Limiting User Access Session

Create access policy to make sure only one user access session at a time. Any other new session using the same user will terminate previous old session immediately and new login is required.

The test will be conducted using same client IP address but different browser (normal & private browsing)

Create Access Policy

Navigate to Access ›› Profiles / Policies : Access Profiles (Per-Session Policies)

  • Name: test-ap

  • Profile Type: All

  • Profile Scope: Profile

  • Max Sessions Per User: 1

  • OAuth Profile: None

  • Languages: English (en)

_images/401-ap.png

Add Access Authentication

Edit the policy using Visual Policy Editor.

_images/402-menu.png

Create user authentication flow.

_images/403-vpe.png

Testing

First access to https://10.1.10.81/get and the request will be redirected to login page.

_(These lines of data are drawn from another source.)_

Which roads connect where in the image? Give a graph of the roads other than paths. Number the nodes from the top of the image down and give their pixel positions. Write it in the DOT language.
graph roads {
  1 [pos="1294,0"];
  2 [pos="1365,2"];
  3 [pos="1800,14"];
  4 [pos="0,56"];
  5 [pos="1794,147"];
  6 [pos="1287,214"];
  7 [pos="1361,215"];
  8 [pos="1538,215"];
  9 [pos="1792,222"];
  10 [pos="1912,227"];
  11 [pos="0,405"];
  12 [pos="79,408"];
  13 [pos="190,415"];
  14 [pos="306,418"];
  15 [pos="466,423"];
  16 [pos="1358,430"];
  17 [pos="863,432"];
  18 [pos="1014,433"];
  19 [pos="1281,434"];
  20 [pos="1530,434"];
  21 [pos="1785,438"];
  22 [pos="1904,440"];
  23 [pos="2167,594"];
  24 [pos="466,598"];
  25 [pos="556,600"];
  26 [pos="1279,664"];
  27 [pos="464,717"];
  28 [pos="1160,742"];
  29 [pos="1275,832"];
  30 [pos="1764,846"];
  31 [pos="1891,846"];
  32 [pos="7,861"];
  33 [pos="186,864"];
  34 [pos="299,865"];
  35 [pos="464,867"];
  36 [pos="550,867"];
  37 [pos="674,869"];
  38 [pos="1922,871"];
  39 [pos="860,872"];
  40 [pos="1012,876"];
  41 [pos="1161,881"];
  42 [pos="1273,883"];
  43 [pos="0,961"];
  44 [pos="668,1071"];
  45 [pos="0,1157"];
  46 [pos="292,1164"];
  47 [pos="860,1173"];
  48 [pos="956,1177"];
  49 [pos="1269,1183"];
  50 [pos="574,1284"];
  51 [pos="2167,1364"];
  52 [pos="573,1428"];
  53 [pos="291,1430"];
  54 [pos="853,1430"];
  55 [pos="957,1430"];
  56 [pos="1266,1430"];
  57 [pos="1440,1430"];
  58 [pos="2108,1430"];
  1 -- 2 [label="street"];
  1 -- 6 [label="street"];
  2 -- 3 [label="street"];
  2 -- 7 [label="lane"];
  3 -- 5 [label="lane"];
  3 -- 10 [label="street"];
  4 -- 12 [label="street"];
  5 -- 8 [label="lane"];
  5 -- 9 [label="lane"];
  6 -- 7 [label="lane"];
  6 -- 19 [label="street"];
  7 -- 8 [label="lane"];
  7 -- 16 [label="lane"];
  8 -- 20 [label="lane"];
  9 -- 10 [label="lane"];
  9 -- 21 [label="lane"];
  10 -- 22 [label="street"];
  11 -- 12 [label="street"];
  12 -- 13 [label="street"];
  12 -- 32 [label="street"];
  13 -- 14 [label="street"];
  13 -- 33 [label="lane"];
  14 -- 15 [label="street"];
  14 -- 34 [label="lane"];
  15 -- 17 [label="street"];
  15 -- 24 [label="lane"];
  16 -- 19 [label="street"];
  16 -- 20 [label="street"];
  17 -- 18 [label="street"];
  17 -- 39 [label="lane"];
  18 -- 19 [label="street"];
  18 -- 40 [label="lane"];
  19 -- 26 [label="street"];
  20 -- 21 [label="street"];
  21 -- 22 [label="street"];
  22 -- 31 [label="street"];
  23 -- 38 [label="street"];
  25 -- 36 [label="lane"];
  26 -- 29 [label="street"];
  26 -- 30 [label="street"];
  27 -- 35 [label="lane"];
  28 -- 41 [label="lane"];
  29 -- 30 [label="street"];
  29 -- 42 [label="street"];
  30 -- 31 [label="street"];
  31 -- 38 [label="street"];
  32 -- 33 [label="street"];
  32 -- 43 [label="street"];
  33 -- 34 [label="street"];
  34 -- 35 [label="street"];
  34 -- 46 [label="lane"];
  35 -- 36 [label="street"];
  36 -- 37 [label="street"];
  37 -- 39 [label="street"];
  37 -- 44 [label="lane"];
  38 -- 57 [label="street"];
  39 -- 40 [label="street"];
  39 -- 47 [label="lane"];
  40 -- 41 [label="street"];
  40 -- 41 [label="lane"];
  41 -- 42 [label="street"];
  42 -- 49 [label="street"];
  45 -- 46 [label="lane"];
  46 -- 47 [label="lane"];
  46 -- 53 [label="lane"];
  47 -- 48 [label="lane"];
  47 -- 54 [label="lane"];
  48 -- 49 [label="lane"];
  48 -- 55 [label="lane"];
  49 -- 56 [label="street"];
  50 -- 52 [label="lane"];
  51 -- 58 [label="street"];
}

Try login using credential: admin/admin

_images/404-login-1.png

A new access session is created

_images/405-login-1-sess.png

Now in the same client open “Private Browsing” window and access the same URL above, request will be redirected to login page. Try login using credential: admin/admin

_images/406-login-2.png

A new access session is created and the old one is deleted

_images/407-login-2-sess.png

To confirm previous session deletion, go back to non-private browser window and do page refresh, the request should be redirected to login page.